### [Entries supplied]
:::

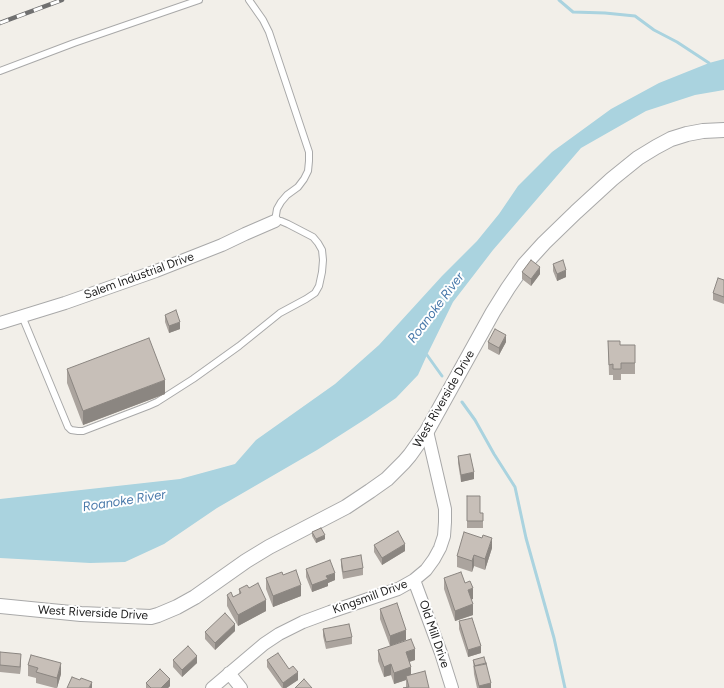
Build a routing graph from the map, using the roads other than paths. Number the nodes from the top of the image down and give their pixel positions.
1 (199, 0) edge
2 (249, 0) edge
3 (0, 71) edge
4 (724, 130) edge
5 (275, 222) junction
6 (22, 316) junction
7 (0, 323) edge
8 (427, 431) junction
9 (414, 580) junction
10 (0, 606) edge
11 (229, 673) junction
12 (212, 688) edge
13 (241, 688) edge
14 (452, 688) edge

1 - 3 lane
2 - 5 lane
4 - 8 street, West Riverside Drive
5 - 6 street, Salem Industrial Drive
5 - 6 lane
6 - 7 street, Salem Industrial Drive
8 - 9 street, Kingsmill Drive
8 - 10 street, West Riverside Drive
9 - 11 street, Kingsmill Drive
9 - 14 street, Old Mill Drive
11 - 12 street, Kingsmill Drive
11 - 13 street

:::

### [Task statement]
If the listing above includes images, copy every line of it exactly except those images.

### [Task result]
Build a routing graph from the map, using the roads other than paths. Number the nodes from the top of the image down and give their pixel positions.
1 (199, 0) edge
2 (249, 0) edge
3 (0, 71) edge
4 (724, 130) edge
5 (275, 222) junction
6 (22, 316) junction
7 (0, 323) edge
8 (427, 431) junction
9 (414, 580) junction
10 (0, 606) edge
11 (229, 673) junction
12 (212, 688) edge
13 (241, 688) edge
14 (452, 688) edge

1 - 3 lane
2 - 5 lane
4 - 8 street, West Riverside Drive
5 - 6 street, Salem Industrial Drive
5 - 6 lane
6 - 7 street, Salem Industrial Drive
8 - 9 street, Kingsmill Drive
8 - 10 street, West Riverside Drive
9 - 11 street, Kingsmill Drive
9 - 14 street, Old Mill Drive
11 - 12 street, Kingsmill Drive
11 - 13 street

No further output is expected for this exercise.